[SUPPLIED MATERIAL — start]

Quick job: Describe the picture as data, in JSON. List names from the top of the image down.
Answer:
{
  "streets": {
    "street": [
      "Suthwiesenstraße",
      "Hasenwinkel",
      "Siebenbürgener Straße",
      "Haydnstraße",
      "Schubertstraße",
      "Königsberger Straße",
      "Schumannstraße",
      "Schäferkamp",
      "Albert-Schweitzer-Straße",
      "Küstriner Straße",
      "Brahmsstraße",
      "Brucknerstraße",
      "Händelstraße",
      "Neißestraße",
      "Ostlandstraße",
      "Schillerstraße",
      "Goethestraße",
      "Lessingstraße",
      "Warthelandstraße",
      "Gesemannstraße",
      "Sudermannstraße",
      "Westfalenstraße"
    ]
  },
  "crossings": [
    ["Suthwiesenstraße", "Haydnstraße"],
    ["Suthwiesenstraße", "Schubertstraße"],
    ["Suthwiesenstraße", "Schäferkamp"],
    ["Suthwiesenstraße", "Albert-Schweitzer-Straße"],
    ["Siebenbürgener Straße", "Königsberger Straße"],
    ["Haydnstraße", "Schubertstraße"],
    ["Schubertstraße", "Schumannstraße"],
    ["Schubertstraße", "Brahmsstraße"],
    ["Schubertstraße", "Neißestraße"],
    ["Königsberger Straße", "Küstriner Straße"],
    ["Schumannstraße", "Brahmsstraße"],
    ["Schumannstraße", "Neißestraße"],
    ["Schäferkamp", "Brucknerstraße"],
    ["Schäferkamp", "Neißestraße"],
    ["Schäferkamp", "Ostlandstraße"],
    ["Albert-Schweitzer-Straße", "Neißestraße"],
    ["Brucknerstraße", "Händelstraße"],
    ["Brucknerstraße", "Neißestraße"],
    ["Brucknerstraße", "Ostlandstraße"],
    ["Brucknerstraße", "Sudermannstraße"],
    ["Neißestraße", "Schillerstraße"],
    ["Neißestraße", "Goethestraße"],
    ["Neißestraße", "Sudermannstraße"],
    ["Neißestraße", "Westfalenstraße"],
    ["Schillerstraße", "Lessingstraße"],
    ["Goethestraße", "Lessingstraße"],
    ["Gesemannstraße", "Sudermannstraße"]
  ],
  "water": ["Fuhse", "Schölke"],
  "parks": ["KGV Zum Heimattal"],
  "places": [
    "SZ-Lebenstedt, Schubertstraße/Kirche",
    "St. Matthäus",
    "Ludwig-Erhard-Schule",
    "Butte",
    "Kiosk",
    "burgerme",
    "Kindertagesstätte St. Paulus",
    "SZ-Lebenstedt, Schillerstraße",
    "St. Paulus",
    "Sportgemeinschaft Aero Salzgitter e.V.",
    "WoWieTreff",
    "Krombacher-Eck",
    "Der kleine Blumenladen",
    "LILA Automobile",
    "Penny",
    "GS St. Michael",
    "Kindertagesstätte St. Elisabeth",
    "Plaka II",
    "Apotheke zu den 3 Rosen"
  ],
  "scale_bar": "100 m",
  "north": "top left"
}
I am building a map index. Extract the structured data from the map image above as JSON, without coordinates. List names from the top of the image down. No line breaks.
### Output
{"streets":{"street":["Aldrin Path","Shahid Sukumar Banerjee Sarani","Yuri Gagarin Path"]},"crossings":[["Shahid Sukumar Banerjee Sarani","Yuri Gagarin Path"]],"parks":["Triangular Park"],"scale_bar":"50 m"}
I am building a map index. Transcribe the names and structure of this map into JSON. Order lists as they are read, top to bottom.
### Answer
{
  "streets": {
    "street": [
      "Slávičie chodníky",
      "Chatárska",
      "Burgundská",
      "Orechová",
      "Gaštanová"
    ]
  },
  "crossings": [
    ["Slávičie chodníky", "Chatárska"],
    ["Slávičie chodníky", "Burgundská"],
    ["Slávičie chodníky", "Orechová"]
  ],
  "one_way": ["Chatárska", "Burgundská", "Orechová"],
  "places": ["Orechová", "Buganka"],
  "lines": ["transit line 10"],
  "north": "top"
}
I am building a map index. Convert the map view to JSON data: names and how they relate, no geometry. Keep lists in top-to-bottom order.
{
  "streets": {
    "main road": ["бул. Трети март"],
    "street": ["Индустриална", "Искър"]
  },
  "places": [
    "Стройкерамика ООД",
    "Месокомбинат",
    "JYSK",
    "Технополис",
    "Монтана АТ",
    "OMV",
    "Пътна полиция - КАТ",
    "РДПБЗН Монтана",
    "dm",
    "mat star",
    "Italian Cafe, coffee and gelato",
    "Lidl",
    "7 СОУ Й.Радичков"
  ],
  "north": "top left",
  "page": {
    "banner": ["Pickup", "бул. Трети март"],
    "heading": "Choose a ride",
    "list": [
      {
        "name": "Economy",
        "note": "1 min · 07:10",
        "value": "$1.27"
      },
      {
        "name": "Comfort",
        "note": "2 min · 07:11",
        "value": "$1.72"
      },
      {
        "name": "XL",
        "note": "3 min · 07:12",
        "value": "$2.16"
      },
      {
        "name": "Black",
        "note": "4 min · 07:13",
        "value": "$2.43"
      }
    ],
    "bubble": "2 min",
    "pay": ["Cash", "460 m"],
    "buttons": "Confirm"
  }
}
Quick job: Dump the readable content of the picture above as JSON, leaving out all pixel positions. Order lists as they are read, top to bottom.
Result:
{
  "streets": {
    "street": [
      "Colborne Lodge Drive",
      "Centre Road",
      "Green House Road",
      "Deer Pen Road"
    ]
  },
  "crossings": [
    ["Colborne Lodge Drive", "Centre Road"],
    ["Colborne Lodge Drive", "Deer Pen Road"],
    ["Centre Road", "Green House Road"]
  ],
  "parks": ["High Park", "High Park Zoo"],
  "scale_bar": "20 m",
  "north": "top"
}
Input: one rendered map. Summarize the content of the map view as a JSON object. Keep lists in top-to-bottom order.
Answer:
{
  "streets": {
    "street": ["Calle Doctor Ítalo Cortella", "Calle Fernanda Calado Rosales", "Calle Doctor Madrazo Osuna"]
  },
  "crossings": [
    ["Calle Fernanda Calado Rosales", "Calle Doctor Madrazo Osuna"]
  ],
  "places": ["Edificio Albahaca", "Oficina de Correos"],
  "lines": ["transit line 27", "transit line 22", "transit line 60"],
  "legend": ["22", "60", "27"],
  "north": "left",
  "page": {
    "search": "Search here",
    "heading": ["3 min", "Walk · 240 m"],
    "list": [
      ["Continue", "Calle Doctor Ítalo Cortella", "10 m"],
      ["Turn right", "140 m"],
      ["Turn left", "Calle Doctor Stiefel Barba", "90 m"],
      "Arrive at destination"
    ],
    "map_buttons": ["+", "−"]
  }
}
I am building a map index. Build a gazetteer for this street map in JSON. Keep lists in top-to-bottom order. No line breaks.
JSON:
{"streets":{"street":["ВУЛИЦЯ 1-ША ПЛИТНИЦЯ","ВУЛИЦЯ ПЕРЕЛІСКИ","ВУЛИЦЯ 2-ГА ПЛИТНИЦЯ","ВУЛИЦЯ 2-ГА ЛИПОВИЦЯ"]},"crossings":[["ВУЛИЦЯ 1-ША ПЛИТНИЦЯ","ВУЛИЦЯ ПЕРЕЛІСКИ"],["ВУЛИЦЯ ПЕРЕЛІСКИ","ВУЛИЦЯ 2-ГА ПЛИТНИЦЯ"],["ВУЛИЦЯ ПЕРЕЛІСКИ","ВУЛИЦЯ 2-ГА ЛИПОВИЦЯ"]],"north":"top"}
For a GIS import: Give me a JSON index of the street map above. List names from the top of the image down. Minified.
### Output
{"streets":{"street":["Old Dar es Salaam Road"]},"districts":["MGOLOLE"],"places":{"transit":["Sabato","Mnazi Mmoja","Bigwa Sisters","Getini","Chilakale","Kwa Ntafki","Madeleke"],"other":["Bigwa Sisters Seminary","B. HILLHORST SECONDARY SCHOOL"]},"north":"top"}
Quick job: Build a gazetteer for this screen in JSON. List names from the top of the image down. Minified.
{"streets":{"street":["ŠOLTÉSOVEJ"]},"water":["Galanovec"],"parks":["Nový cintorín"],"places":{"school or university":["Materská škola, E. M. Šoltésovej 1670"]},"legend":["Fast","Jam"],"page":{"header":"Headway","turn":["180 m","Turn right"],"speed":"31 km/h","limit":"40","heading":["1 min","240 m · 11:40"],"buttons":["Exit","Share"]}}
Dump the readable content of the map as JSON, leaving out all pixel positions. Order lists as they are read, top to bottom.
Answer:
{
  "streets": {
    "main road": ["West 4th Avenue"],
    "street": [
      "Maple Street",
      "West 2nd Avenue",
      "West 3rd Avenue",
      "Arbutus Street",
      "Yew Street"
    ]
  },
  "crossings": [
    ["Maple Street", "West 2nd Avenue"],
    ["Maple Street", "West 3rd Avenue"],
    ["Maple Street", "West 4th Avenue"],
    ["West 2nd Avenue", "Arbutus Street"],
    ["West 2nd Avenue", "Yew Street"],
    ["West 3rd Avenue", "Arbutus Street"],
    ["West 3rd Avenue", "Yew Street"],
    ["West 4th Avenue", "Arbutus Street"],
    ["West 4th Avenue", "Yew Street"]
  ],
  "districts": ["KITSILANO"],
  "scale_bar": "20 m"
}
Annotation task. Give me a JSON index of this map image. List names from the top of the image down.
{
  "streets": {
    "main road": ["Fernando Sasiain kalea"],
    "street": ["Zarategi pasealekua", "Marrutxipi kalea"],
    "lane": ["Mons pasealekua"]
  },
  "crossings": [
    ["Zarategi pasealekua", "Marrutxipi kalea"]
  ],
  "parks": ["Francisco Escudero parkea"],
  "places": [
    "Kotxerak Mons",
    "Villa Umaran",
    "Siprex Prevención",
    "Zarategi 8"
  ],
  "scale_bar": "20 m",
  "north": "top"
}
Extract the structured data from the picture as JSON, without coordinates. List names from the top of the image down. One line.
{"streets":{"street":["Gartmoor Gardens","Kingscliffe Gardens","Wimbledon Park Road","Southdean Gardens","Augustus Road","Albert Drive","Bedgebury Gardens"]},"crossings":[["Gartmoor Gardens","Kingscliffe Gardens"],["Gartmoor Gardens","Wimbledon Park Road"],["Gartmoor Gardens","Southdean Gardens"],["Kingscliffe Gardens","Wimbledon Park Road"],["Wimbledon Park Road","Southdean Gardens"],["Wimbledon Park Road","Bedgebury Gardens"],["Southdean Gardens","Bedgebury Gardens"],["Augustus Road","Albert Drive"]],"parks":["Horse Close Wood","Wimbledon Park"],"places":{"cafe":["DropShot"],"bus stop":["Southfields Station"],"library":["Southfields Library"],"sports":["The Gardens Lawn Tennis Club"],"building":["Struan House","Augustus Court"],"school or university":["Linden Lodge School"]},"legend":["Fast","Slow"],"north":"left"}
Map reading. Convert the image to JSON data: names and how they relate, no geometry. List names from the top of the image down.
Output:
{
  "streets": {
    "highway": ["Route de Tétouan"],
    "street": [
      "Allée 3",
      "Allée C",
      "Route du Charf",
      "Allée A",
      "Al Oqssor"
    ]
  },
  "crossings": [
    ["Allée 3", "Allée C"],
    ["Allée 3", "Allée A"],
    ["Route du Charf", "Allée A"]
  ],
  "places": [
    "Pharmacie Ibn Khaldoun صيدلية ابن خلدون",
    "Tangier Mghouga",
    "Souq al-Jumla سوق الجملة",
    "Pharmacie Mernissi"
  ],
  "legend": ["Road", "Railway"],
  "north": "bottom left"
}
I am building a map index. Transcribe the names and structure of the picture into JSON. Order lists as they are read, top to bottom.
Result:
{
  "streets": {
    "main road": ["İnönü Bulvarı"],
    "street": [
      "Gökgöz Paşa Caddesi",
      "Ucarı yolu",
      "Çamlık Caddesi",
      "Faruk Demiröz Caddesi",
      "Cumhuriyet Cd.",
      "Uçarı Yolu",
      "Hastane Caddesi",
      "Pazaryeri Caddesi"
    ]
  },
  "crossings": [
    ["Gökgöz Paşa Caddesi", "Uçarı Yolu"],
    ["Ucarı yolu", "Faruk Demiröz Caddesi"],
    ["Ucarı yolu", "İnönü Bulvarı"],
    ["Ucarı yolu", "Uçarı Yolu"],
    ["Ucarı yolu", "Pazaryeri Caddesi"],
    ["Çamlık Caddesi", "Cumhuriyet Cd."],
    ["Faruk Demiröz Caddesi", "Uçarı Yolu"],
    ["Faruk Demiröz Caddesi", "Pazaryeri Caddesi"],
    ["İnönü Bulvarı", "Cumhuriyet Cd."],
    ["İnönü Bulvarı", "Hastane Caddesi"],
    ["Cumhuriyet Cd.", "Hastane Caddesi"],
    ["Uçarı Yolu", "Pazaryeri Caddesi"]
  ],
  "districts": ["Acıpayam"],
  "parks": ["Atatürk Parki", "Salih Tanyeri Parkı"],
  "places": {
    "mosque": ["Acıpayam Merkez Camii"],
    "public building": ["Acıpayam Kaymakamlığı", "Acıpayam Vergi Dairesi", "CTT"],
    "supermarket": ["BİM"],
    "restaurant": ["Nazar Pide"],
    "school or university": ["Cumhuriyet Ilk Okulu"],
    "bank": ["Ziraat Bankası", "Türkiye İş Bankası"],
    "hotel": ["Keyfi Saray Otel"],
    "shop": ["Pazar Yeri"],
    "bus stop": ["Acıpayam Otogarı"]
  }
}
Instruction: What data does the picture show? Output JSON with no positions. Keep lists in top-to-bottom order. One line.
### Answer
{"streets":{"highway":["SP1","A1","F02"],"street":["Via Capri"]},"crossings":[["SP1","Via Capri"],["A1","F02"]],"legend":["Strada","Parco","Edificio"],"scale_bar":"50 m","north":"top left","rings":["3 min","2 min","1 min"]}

[SUPPLIED MATERIAL — finish]

All that belongs in your answer is the stretch of entries above from the line with "I am building a map index. Extract" through the line with "Quick job: Dump", printed exactly.

I am building a map index. Extract the structured data from the map image above as JSON, without coordinates. List names from the top of the image down. No line breaks.
### Output
{"streets":{"street":["Aldrin Path","Shahid Sukumar Banerjee Sarani","Yuri Gagarin Path"]},"crossings":[["Shahid Sukumar Banerjee Sarani","Yuri Gagarin Path"]],"parks":["Triangular Park"],"scale_bar":"50 m"}
I am building a map index. Transcribe the names and structure of this map into JSON. Order lists as they are read, top to bottom.
### Answer
{
  "streets": {
    "street": [
      "Slávičie chodníky",
      "Chatárska",
      "Burgundská",
      "Orechová",
      "Gaštanová"
    ]
  },
  "crossings": [
    ["Slávičie chodníky", "Chatárska"],
    ["Slávičie chodníky", "Burgundská"],
    ["Slávičie chodníky", "Orechová"]
  ],
  "one_way": ["Chatárska", "Burgundská", "Orechová"],
  "places": ["Orechová", "Buganka"],
  "lines": ["transit line 10"],
  "north": "top"
}
I am building a map index. Convert the map view to JSON data: names and how they relate, no geometry. Keep lists in top-to-bottom order.
{
  "streets": {
    "main road": ["бул. Трети март"],
    "street": ["Индустриална", "Искър"]
  },
  "places": [
    "Стройкерамика ООД",
    "Месокомбинат",
    "JYSK",
    "Технополис",
    "Монтана АТ",
    "OMV",
    "Пътна полиция - КАТ",
    "РДПБЗН Монтана",
    "dm",
    "mat star",
    "Italian Cafe, coffee and gelato",
    "Lidl",
    "7 СОУ Й.Радичков"
  ],
  "north": "top left",
  "page": {
    "banner": ["Pickup", "бул. Трети март"],
    "heading": "Choose a ride",
    "list": [
      {
        "name": "Economy",
        "note": "1 min · 07:10",
        "value": "$1.27"
      },
      {
        "name": "Comfort",
        "note": "2 min · 07:11",
        "value": "$1.72"
      },
      {
        "name": "XL",
        "note": "3 min · 07:12",
        "value": "$2.16"
      },
      {
        "name": "Black",
        "note": "4 min · 07:13",
        "value": "$2.43"
      }
    ],
    "bubble": "2 min",
    "pay": ["Cash", "460 m"],
    "buttons": "Confirm"
  }
}
Quick job: Dump the readable content of the picture above as JSON, leaving out all pixel positions. Order lists as they are read, top to bottom.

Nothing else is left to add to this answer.